## [Task directions]
Every record should be copied exactly, except that pictures are to be omitted.
START Records shown
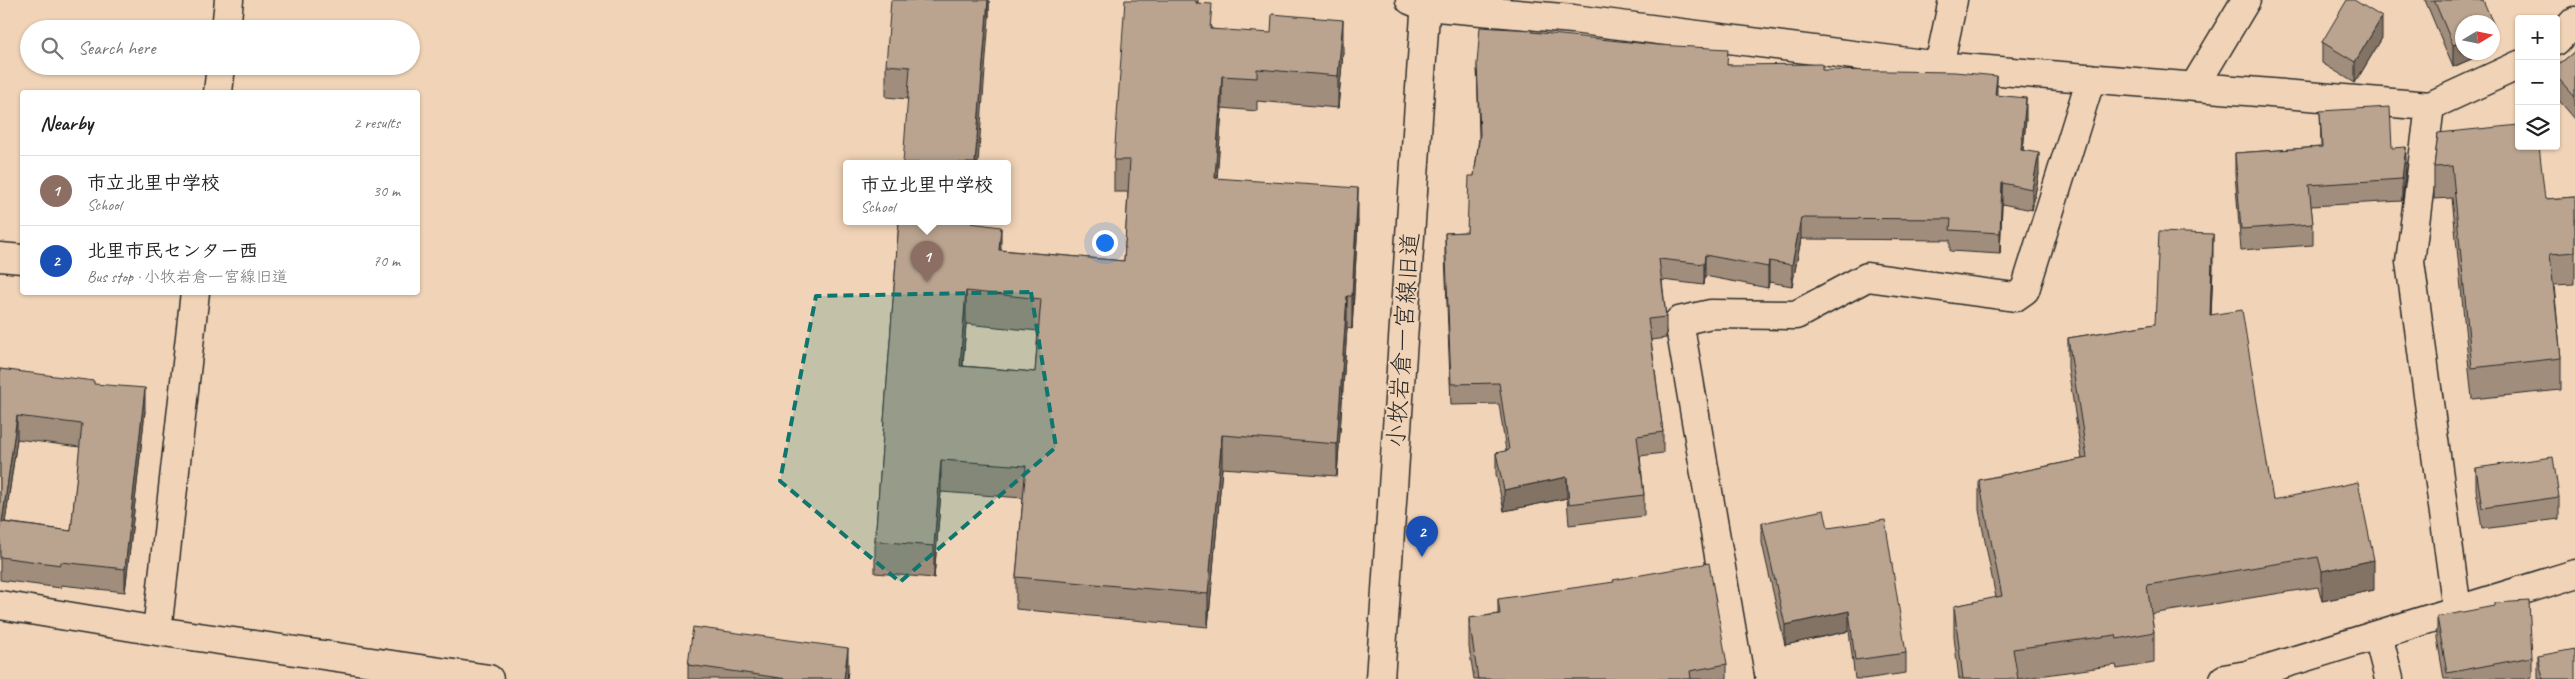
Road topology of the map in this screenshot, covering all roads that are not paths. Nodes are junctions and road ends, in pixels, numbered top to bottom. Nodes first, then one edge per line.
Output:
1 (229, 0) edge
2 (1953, 0) edge
3 (2246, 0) edge
4 (1420, 2) edge
5 (1579, 10) edge
6 (227, 20) edge
7 (2575, 21) edge
8 (2560, 37) edge
9 (1939, 66) junction
10 (2515, 67) edge
11 (220, 75) edge
12 (2091, 78) junction
13 (2194, 87) junction
14 (218, 90) edge
15 (2430, 106) junction
16 (0, 257) edge
17 (20, 259) edge
18 (196, 295) edge
19 (2575, 574) edge
20 (0, 605) edge
21 (2458, 610) junction
22 (156, 631) junction
23 (2378, 635) junction
24 (2239, 678) edge
25 (489, 679) edge
26 (1380, 679) edge
27 (1740, 679) edge
28 (2389, 679) edge

1 - 6 street
2 - 9 street
3 - 13 street
4 - 5 street
4 - 26 street, 小牧岩倉一宮線旧道
5 - 9 street
7 - 8 street
9 - 12 street
10 - 15 street
11 - 14 street
12 - 13 street
12 - 27 street
13 - 15 street
15 - 21 street
16 - 17 street
18 - 22 street
19 - 21 street
20 - 22 street
21 - 23 street
22 - 25 street
23 - 24 street
23 - 28 street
END Records shown
## [Answer to the problem]
Road topology of the map in this screenshot, covering all roads that are not paths. Nodes are junctions and road ends, in pixels, numbered top to bottom. Nodes first, then one edge per line.
Output:
1 (229, 0) edge
2 (1953, 0) edge
3 (2246, 0) edge
4 (1420, 2) edge
5 (1579, 10) edge
6 (227, 20) edge
7 (2575, 21) edge
8 (2560, 37) edge
9 (1939, 66) junction
10 (2515, 67) edge
11 (220, 75) edge
12 (2091, 78) junction
13 (2194, 87) junction
14 (218, 90) edge
15 (2430, 106) junction
16 (0, 257) edge
17 (20, 259) edge
18 (196, 295) edge
19 (2575, 574) edge
20 (0, 605) edge
21 (2458, 610) junction
22 (156, 631) junction
23 (2378, 635) junction
24 (2239, 678) edge
25 (489, 679) edge
26 (1380, 679) edge
27 (1740, 679) edge
28 (2389, 679) edge

1 - 6 street
2 - 9 street
3 - 13 street
4 - 5 street
4 - 26 street, 小牧岩倉一宮線旧道
5 - 9 street
7 - 8 street
9 - 12 street
10 - 15 street
11 - 14 street
12 - 13 street
12 - 27 street
13 - 15 street
15 - 21 street
16 - 17 street
18 - 22 street
19 - 21 street
20 - 22 street
21 - 23 street
22 - 25 street
23 - 24 street
23 - 28 street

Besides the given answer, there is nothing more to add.